しかしシリコーンハイドロゲル素材にも欠点がないわけではありません。
シリコーンハイドロゲル素材は一般的にやや硬いと言うかコシが強いと言われていますので、高含水率レンズを調子よく使用していた人は場合によっては異物感を感じるかもしれません。
またシリコーンハイドロゲル素材は脂質との親和性が高い為、脂質汚れが付きやすいと言われています。中にはそれらの汚れが付きにくいようにコーティングが施されているレンズもありますが、何も施されていないレンズに関してはメイク汚れなどが付きやすいかも知れませんね。
何故、眼科の先生はシリコーンハイドロゲル素材を推奨するのか?
コンタクトレンズの装用によって一番問題になること、それは黒目(角膜)への酸素供給量が減ってしまうということです。
本来、人間の黒目には異物など何も乗っていないため、大気中の酸素や、涙の中の酸素を十分に取り込むことができるわけです。
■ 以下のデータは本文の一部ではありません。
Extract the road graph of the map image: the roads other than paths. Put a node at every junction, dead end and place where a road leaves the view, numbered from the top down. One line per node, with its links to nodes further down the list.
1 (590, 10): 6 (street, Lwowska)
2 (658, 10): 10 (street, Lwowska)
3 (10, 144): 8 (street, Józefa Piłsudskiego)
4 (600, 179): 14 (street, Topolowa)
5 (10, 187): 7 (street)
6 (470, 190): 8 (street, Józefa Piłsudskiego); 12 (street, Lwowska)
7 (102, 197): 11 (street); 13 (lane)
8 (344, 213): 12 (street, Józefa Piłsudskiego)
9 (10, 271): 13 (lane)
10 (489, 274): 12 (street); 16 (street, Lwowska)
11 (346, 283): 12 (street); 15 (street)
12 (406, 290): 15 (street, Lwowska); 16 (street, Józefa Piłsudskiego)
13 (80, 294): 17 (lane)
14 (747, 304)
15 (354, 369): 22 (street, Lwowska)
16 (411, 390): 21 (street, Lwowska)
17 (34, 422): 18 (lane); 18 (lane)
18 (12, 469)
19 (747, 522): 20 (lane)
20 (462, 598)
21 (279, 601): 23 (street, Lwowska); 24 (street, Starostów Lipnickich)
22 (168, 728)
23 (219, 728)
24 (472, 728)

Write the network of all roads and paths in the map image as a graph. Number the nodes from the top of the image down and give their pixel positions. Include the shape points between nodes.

そこにどんなに性能の優れた素材でできているとは言え、異物を乗せるのです。いやでも黒目に対する呼吸は妨げられます。
角膜障害の中で最も多いのは、角膜上皮障害です。角膜上皮障害は、コンタクトレンズ装用者に最も多くみられ、目のこすり過ぎや異物、またはコンタクトレンズの装用過多なども原因として挙げられます。
同じコンタクトレンズを装用するなら、酸素透過性に優れた素材を採用したいというのが先生方の考えなのでしょう。
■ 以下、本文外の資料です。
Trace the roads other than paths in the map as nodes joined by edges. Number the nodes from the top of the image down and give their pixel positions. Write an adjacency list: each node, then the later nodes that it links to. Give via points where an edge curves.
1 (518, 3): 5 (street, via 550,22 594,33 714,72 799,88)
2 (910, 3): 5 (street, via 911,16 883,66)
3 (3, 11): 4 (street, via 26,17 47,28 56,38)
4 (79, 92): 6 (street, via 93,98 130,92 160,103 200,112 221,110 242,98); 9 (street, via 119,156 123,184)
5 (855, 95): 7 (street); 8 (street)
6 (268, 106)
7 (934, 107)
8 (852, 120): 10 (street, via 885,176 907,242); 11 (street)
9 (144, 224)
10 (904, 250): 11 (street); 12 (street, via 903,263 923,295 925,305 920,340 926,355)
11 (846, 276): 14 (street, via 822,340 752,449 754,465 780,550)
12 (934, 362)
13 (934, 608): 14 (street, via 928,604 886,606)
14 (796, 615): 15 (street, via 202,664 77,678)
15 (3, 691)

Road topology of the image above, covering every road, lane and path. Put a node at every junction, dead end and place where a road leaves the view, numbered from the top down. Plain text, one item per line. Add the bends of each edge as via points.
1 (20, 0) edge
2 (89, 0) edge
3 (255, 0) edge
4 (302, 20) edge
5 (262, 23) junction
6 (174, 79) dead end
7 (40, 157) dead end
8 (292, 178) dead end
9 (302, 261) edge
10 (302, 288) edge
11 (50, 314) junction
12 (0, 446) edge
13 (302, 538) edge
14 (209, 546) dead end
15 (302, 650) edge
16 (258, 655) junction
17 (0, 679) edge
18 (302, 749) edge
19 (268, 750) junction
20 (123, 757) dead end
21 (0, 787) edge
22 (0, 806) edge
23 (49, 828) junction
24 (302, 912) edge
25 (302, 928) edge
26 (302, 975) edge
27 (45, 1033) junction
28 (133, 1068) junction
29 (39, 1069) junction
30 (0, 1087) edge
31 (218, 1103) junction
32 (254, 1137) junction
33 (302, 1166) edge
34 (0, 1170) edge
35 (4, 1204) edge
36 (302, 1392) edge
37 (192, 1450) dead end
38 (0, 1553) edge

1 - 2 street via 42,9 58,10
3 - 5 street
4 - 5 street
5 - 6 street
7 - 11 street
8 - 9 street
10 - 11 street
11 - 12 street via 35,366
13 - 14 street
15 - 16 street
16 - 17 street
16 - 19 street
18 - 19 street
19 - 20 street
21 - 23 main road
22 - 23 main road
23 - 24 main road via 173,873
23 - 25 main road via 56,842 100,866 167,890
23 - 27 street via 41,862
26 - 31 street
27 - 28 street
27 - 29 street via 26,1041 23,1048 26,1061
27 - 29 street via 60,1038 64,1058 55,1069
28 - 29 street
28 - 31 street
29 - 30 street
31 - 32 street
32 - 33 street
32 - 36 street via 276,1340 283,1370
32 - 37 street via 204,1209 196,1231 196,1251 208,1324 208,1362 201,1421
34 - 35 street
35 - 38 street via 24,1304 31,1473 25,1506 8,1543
シリコーンハイドロゲル素材のレンズは誰にでも優しい?
眼科の先生方がシリコーンハイドロゲル素材を推奨しているため、コンタクトレンズの市場の中でシリコーンハイドロゲル素材の人気が高まっているのは事実です。
ただ一方でグループⅣの高含水率のレンズやグループⅠの低含水率素材のレンズも根強い人があります。
コンタクトレンズの装用感や乾燥感の感じ方の程度、汚れ具合は本当に個人差があり、全てが理屈通りではいかないというのが、多くのお客様の話に耳を傾けた結果です。
理屈通り行くならば、シリコーンハイドロゲル素材のレンズが「一番優れたレンズ」となるのでしょうけど、眼科の先生の勧めでシリコーンハイドロゲル素材のレンズを購入したものの「乾燥する」「異物感が強い」「値段が高い」などの理由でシリコーン素材のレンズからドロップアウトしている人がいるのも事実です
コンタクトレンズを購入するにも予算が掛かります。
「値段の高いレンズは良いレンズ」「安ければ悪いレンズ」ではありません。眼科で検査を受診し、安くて、自分に一番合った,使い勝手のいいレンズを装用すること大切です。目にとって安心安全なレンズであれば、あとはコンタクトレンズと装用する方の目との相性の良し悪しが一番大切なのかもしれませんね。
シリコーンハイドロゲル素材を採用しているレンズ
今やシリコーンハイドロゲル素材を採用した商品は、ワンデータイプ、2ウィークタイプ、マンスリータイプ、乱視用コンタクト、遠近両用コンタクト、カラコンに至るまで販売されています。